At which point Carol came over and stood behind my chair. We made eye contact in the mirror - she rolled her eyes, but I could see the pain in her face. "That was the wrong thing to say to a person who'd just had ear surgery," she said.

Turns out she's been deaf in one ear since childhood, and just had surgery last week to (hopefully) repair the damage from early sickness, and (hopefully) restore some hearing. But it's still quite stuffed up, so she remains partially deaf.

She was hurt by the exchange, I could tell. I don't know her story, but I would guess, based on her reaction, that this wasn't the first time she'd been bullied for her impairment. And all the while she was fighting to remain professional. I suspect that, had she said what she was thinking, it wouldn't have gone over so well with management. So she let them go without challenging their rudeness.

We ended up having a delightful conversation about our kids, and our favorite Christmas movies, and family customs over the holidays. I could tell she loved her kids, and was doing her best to give them a great Christmas, in spite of the fact that she had just had surgery (and was working less than a week later). I would like to think that, just maybe, I brought some light and levity back to her day, after she had been treated so poorly. I did my best to encourage her, anyway. This is the work of the Kingdom of God: to shine light into darkness. To turn swords into plowshares. To speak of peace in the midst of violence. To encourage, where there has been discouragement.

So next time you're tempted to insult somebody, or you feel like stomping out in a self-righteous huff, or you're frustrated because somebody is a little bit slow***, just be nice. Be patient and friendly and understanding, okay?

It's possible they actually are deaf, and are trying their best to put up with your mumbling.

And after all, it's Christmas.

______________________________________________
* As a man, I'm not comfortable with saying I have a hair stylist. But she wasn't exactly a barber, either. Hair services professional? I could live with that.

** All names have been changed so as to protect the grumpy

*** I don't want to overlook the possibility that this customer and his female companion were also acting out of pain, as well. It's possible they were just rude; it's also possible that they had recently received some bad news, or maybe he had a speech impediment that I didn't know about. Maybe somebody had been rude to them earlier in the day. None of that is an excuse for their behavior, of course. But if given the opportunity, we should try to be nice to rude people, as well. Maybe they've got some pain in their lives, as well. Maybe that will be my new Christmas theme: Be nice.

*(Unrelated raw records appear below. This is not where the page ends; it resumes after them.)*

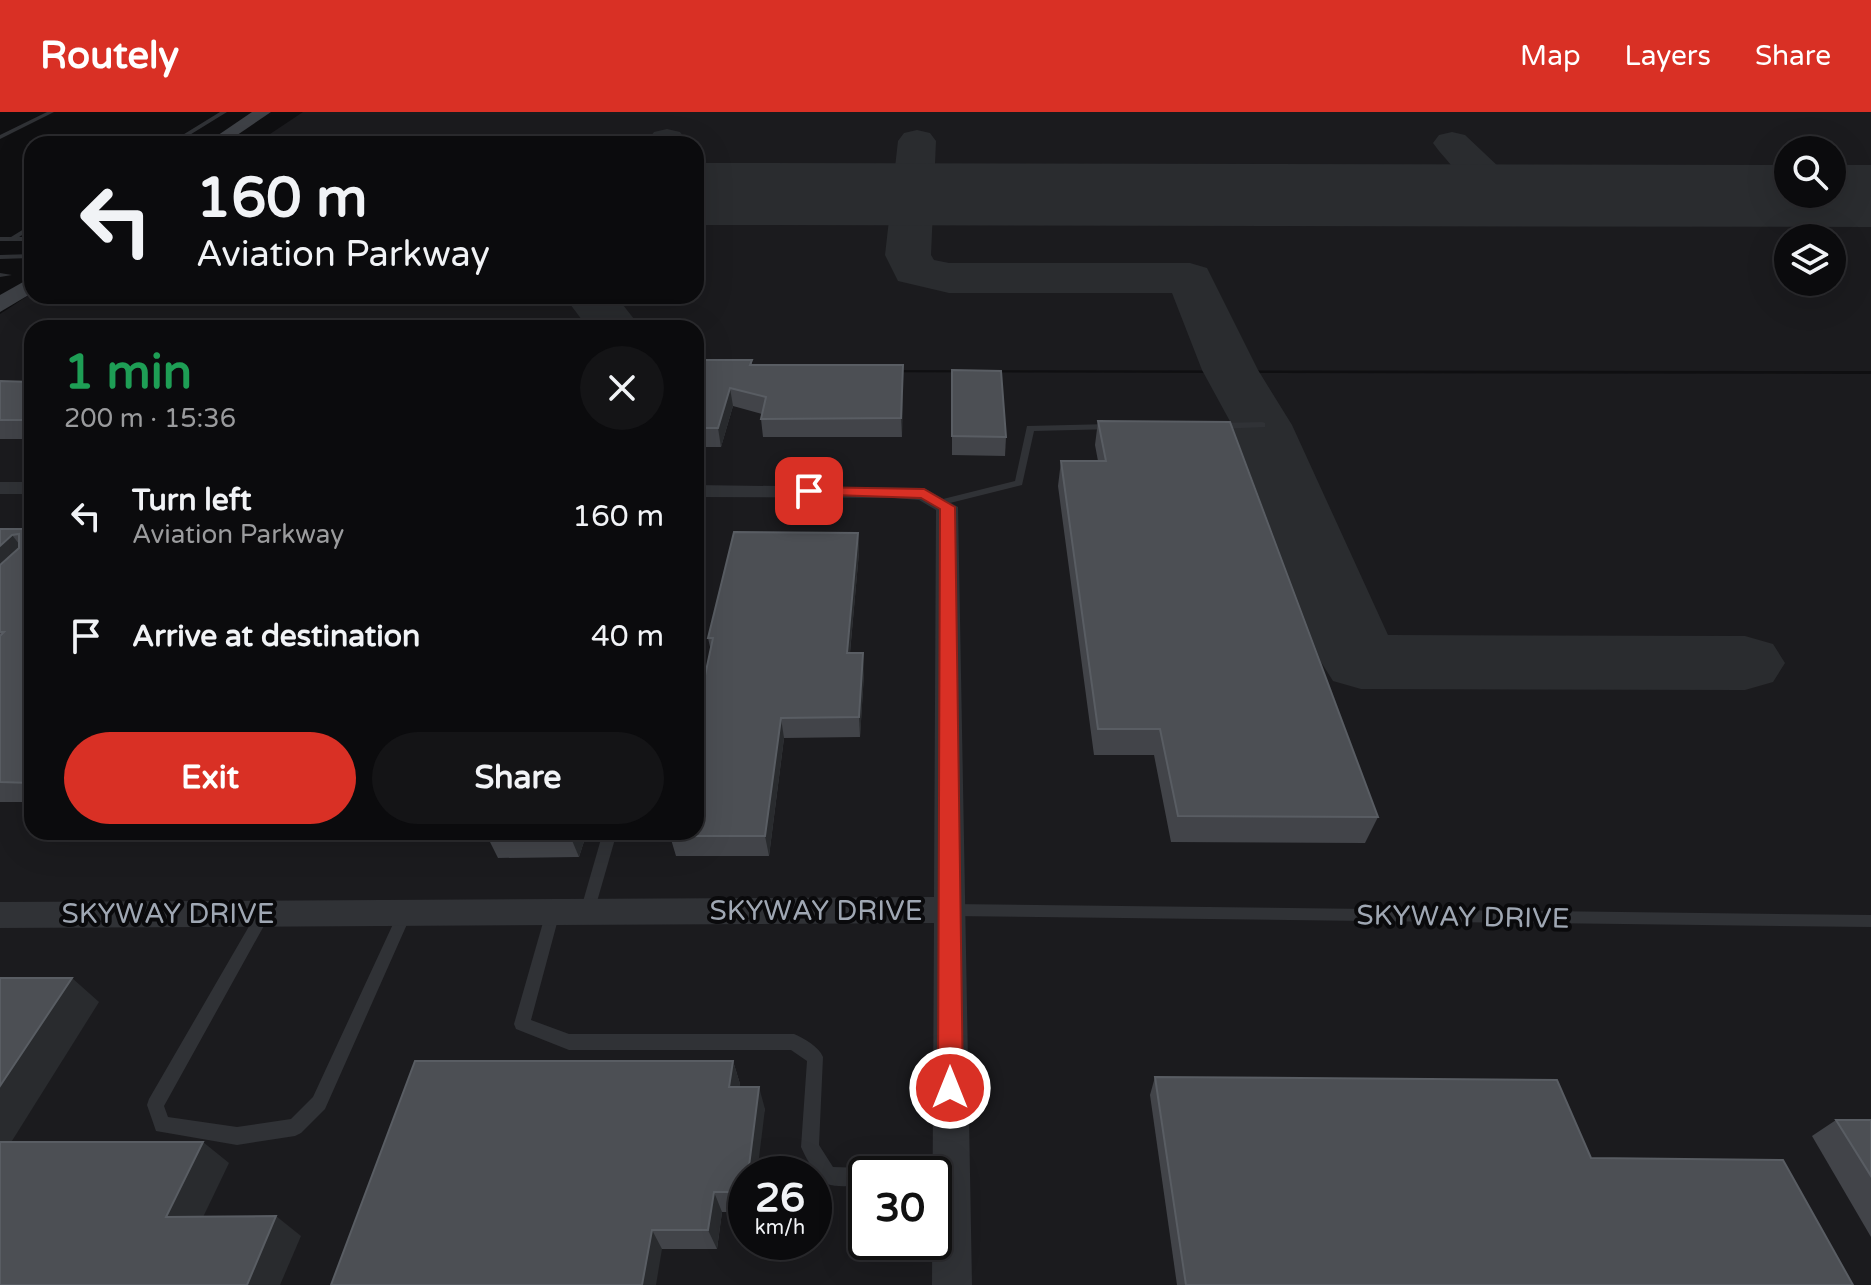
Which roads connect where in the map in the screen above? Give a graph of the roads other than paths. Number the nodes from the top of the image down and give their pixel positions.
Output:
1 (51, 112) edge
2 (224, 112) edge
3 (270, 116) edge
4 (184, 136) edge
5 (229, 136) edge
6 (249, 136) edge
7 (0, 137) edge
8 (24, 231) edge
9 (0, 239) edge
10 (11, 239) junction
11 (24, 239) edge
12 (24, 261) edge
13 (2, 271) edge
14 (24, 288) edge
15 (0, 305) edge
16 (1262, 425) dead end
17 (1200, 426) edge
18 (1123, 427) edge
19 (0, 488) edge
20 (24, 488) edge
21 (704, 491) edge
22 (942, 502) junction
23 (608, 840) edge
24 (949, 910) junction
25 (553, 912) junction
26 (587, 912) junction
27 (264, 913) junction
28 (405, 913) junction
29 (0, 915) edge
30 (1871, 921) edge
31 (943, 1156) edge
32 (848, 1177) edge
33 (950, 1260) edge
34 (952, 1285) edge

1 - 7 lane
2 - 4 lane
3 - 5 main road
3 - 6 main road
8 - 10 lane
9 - 10 lane
10 - 11 lane
12 - 13 main road
14 - 15 main road
16 - 17 lane
18 - 22 lane
19 - 20 street
21 - 22 street
22 - 24 street
23 - 26 lane
24 - 26 street, SKYWAY DRIVE
24 - 30 lane, SKYWAY DRIVE
24 - 31 street
25 - 26 street, SKYWAY DRIVE
25 - 28 street, SKYWAY DRIVE
25 - 32 lane
27 - 28 street, SKYWAY DRIVE
27 - 28 lane
27 - 29 street, SKYWAY DRIVE
33 - 34 street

Everybody's broken.

1 comment:

Anonymous said...

I go to a clinic regularly and many of the "clients" are rude and abusive to the ladies at the front desk and in the pharmacy. They are demanding and have a great sense of entitlement. It is very painful to watch. But I have to say the staff handle it all with amazing self control, patience, and cordiality. I sent both departments a thank you note and a high five for putting up with so much poop. Yes many of these people are broken, but broken people who regularly misbehave need to understand that personal pain and suffering is not an excuse to hurt others. Forgiveness is hard for chronically rude people. Of course, like you said, you don't know those grumps story. It was kind of you to offer support and caring. You are so pastoral.